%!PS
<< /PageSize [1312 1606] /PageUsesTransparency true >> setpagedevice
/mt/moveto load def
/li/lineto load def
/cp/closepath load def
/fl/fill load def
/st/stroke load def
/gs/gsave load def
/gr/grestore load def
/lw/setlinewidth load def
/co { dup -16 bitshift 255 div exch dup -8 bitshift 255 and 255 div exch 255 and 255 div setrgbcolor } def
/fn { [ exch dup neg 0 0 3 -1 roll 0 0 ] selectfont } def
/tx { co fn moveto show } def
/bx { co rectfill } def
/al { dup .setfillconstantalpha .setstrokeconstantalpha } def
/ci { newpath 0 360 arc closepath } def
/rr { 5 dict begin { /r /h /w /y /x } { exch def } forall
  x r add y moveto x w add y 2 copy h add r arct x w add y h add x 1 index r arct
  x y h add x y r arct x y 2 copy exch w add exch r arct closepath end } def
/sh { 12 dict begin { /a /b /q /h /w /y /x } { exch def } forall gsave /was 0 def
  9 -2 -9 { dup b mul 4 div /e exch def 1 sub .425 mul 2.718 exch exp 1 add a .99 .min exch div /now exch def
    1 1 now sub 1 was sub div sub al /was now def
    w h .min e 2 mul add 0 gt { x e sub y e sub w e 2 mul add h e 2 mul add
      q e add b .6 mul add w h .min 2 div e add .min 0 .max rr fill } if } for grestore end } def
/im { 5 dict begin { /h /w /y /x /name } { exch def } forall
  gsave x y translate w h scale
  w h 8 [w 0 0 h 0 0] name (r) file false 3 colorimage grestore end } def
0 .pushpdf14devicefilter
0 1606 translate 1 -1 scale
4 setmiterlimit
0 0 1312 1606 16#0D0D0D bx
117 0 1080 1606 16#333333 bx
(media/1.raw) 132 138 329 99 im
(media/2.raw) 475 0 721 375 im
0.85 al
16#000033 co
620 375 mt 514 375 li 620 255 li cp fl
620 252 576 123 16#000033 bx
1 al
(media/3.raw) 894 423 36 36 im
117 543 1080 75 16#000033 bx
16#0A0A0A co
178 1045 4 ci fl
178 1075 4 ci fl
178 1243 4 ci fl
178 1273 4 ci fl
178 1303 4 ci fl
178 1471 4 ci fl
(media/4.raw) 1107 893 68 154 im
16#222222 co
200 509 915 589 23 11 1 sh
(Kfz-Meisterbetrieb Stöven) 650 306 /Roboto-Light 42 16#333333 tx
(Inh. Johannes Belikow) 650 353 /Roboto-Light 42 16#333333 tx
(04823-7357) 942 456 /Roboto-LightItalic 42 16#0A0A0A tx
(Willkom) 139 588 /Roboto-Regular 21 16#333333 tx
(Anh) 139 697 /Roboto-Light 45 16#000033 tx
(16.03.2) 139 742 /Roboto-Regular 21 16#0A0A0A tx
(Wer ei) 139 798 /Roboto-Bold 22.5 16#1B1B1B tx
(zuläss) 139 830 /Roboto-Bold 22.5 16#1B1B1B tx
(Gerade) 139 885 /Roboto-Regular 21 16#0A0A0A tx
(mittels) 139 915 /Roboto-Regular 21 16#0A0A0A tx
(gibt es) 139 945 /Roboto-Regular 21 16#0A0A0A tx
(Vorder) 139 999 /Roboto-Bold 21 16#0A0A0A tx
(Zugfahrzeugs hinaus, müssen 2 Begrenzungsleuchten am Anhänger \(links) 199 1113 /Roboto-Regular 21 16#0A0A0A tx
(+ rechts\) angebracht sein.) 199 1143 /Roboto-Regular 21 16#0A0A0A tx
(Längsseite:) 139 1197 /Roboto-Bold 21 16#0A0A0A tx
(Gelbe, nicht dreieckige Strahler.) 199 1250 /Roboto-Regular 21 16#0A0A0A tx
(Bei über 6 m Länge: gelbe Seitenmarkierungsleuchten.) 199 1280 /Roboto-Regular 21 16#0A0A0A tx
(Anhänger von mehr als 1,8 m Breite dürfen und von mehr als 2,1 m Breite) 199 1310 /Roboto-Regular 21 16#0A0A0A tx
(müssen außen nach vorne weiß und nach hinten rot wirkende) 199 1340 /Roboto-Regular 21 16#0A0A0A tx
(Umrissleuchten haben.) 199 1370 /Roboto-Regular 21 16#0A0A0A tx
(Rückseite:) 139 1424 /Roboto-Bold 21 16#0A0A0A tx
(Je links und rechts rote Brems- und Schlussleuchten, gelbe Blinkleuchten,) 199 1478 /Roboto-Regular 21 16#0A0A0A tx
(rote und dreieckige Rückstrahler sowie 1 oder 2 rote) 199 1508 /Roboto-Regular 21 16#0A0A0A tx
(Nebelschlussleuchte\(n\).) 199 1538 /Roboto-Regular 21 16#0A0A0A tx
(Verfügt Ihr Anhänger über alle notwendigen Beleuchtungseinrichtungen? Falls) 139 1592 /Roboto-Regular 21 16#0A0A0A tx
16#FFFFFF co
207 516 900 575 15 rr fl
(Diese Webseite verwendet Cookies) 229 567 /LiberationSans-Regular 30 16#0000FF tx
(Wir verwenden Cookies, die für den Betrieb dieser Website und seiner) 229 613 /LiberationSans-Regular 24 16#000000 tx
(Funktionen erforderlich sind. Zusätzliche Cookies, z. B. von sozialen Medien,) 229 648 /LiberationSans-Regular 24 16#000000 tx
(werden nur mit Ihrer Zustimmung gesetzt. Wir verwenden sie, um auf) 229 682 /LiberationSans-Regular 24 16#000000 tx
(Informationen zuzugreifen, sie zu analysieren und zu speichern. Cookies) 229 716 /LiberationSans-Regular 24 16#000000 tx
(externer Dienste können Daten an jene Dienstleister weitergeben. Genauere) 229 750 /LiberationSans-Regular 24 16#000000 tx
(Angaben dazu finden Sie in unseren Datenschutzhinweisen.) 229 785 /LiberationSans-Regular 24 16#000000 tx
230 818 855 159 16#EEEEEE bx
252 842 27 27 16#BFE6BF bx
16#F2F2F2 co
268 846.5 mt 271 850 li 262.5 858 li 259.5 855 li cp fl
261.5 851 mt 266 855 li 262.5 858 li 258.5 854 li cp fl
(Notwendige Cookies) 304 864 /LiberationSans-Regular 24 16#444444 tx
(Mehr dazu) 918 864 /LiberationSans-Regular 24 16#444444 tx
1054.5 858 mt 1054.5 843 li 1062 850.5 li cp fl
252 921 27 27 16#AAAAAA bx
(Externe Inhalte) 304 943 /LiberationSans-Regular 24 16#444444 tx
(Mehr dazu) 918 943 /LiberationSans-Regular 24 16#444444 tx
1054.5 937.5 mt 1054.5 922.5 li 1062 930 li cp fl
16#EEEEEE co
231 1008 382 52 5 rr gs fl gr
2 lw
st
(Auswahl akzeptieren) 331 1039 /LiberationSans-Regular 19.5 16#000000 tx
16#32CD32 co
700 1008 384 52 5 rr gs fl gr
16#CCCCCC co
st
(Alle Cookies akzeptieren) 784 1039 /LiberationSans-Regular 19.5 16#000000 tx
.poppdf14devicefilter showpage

..............................

◆ EXERCISE DIRECTIONS
Please give an exact copy of the lines above, beginning with the line containing "q e add b .6" and running through the line containing "0 1606 translate 1 -1 scale", and of no other lines.

◆ ANSWER BOX
      q e add b .6 mul add w h .min 2 div e add .min 0 .max rr fill } if } for grestore end } def
/im { 5 dict begin { /h /w /y /x /name } { exch def } forall
  gsave x y translate w h scale
  w h 8 [w 0 0 h 0 0] name (r) file false 3 colorimage grestore end } def
0 .pushpdf14devicefilter
0 1606 translate 1 -1 scale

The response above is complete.